Member Nodes may eventually number in the thousands as progressively smaller repositories come online, perhaps even to the level of individual labs deploying their own Member Node to take advantage of the broad infrastructure enabled by DataONE.
Coordinating Nodes implement critical services through the APIs that enable identifier resolution, data preservation, data discovery, and supplement the federated identity system. Coordinating Nodes replicate all content between themselves, an in doing so create a small set (3-6 nodes) of geographically and institutionally isolated systems that ensure ongoing operation of the infrastructure should any particular node be inaccessible. Coordinating Nodes maintain complete copies of all science metadata (detailed descriptions of science data objects and collections) and system metadata (low level metadata describing the type, size, ownership, and locations of data and) and index this information to enable data discovery services.

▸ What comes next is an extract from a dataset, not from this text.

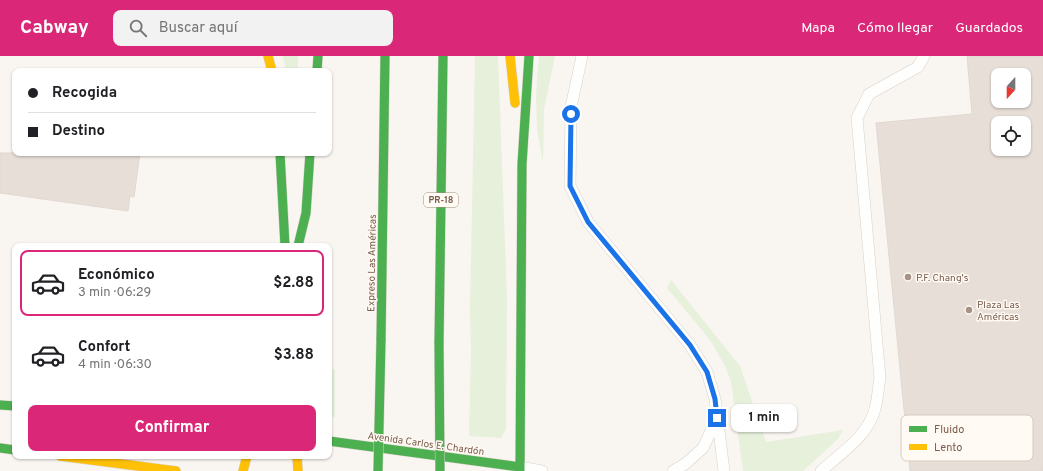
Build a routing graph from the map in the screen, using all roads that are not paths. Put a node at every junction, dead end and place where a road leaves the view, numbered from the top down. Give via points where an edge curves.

Investigator Toolkit is a suite of software libraries, tools, and applications that support interaction with the DataONE infrastructure through the REST service APIs exposed by the Coordinating and Member Nodes. Low level libraries are initially available in Python and Java which assist application developers to take advantage of the core services exposed by DataONE participants. For example, an R plugin has been developed using the Java library. Enabling this plugin within a R script enables discovery, retrieval, and storage of content directly in the DataONE infrastructure. Similar extensions are being developed for workflow tools such as Kepler, VisTrails and Science Pipes to enable interaction with the core DataONE services.
The implementation roadmap of DataONE targets an initial public release of the core cyberinfrastructure towards the end of 2011, with considerable emphasis on stable implementation of the core services. At that point, the infrastructure will support content replication, identifier resolution, content discovery and retrieval, and a significant proportion of the federated identity infrastructure. The Investigator Toolkit will contain several components widely used by the community, and at least six significant data collections will be participating as Member Nodes. Several relatively minor subsequent releases will provide incremental enhancements to core capabilities. Additional Member Nodes will be progressively added to the infrastructure as resources permit- some repositories may have resources to independently implement the necessary APIs, others may require assistance from the DataONE development team.